Activity: Copy exactly the lines from the start of the data below through the one that carries "Road topology of", and only those.

● ● ● ● ● ● ●

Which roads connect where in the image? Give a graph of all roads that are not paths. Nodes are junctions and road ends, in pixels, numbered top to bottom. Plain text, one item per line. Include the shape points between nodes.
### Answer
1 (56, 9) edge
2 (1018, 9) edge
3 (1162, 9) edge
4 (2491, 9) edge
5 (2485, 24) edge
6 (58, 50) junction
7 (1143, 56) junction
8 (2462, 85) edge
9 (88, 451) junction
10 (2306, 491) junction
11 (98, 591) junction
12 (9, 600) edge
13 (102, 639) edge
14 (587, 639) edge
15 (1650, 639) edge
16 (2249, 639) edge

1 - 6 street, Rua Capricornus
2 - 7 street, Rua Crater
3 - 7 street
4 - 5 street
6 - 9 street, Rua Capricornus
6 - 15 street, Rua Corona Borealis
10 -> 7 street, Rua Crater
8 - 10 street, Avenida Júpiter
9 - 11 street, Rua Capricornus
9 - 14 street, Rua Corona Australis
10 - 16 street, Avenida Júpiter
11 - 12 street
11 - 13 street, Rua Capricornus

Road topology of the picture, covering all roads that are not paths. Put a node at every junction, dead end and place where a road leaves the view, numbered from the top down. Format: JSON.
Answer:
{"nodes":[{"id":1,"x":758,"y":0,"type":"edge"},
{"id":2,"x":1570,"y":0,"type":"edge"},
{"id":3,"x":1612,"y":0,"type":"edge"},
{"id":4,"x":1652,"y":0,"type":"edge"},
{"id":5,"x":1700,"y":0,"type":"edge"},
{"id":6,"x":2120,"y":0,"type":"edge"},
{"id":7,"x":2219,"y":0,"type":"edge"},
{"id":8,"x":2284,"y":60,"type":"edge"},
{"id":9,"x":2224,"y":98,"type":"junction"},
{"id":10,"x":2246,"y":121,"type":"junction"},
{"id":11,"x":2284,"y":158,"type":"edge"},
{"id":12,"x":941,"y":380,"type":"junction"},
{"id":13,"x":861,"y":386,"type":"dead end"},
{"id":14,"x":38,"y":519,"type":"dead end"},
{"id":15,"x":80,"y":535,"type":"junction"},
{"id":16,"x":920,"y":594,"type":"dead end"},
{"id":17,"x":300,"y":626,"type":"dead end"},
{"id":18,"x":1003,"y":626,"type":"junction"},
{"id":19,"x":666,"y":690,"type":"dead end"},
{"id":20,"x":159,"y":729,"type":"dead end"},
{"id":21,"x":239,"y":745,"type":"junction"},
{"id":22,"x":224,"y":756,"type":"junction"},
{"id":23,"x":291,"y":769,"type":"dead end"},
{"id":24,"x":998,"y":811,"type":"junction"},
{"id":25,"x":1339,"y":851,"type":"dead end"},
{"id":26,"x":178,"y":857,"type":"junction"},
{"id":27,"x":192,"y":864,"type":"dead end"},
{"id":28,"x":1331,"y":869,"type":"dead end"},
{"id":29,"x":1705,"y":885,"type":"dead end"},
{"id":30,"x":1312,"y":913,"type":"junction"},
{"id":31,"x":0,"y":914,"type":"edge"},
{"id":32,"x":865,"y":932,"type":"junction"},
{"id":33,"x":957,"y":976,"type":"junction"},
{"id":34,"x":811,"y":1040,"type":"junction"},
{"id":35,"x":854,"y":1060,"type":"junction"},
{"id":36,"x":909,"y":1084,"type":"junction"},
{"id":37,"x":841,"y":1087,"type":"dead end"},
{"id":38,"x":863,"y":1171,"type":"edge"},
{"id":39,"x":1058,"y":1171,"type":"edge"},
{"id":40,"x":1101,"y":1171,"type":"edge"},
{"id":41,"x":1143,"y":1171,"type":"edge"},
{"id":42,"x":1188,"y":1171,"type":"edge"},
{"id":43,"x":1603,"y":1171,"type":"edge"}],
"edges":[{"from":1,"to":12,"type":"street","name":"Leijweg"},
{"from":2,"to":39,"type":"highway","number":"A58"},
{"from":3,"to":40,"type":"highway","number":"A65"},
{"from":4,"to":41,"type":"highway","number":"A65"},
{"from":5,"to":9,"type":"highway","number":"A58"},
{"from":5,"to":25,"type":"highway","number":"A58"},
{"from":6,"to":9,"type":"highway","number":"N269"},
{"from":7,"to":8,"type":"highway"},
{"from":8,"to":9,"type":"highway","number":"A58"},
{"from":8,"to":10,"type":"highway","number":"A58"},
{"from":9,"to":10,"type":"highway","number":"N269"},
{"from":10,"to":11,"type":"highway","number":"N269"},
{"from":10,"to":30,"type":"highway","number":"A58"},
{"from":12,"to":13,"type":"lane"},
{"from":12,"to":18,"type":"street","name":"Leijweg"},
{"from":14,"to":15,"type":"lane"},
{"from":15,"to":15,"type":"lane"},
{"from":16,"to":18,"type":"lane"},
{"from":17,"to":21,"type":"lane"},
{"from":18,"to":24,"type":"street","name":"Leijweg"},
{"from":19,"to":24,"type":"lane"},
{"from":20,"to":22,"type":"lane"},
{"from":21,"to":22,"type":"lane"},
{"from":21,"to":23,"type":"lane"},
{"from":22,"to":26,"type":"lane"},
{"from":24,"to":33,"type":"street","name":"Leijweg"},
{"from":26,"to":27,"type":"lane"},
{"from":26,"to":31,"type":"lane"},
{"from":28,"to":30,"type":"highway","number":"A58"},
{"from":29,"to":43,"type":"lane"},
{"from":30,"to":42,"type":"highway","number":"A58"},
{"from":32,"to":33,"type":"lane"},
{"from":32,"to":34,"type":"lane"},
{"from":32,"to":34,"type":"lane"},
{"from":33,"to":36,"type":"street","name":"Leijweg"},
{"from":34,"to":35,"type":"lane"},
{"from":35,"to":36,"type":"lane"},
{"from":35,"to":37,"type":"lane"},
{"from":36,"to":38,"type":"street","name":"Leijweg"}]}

● ● ● ● ● ● ●

Response:
Which roads connect where in the image? Give a graph of all roads that are not paths. Nodes are junctions and road ends, in pixels, numbered top to bottom. Plain text, one item per line. Include the shape points between nodes.
### Answer
1 (56, 9) edge
2 (1018, 9) edge
3 (1162, 9) edge
4 (2491, 9) edge
5 (2485, 24) edge
6 (58, 50) junction
7 (1143, 56) junction
8 (2462, 85) edge
9 (88, 451) junction
10 (2306, 491) junction
11 (98, 591) junction
12 (9, 600) edge
13 (102, 639) edge
14 (587, 639) edge
15 (1650, 639) edge
16 (2249, 639) edge

1 - 6 street, Rua Capricornus
2 - 7 street, Rua Crater
3 - 7 street
4 - 5 street
6 - 9 street, Rua Capricornus
6 - 15 street, Rua Corona Borealis
10 -> 7 street, Rua Crater
8 - 10 street, Avenida Júpiter
9 - 11 street, Rua Capricornus
9 - 14 street, Rua Corona Australis
10 - 16 street, Avenida Júpiter
11 - 12 street
11 - 13 street, Rua Capricornus

Road topology of the picture, covering all roads that are not paths. Put a node at every junction, dead end and place where a road leaves the view, numbered from the top down. Format: JSON.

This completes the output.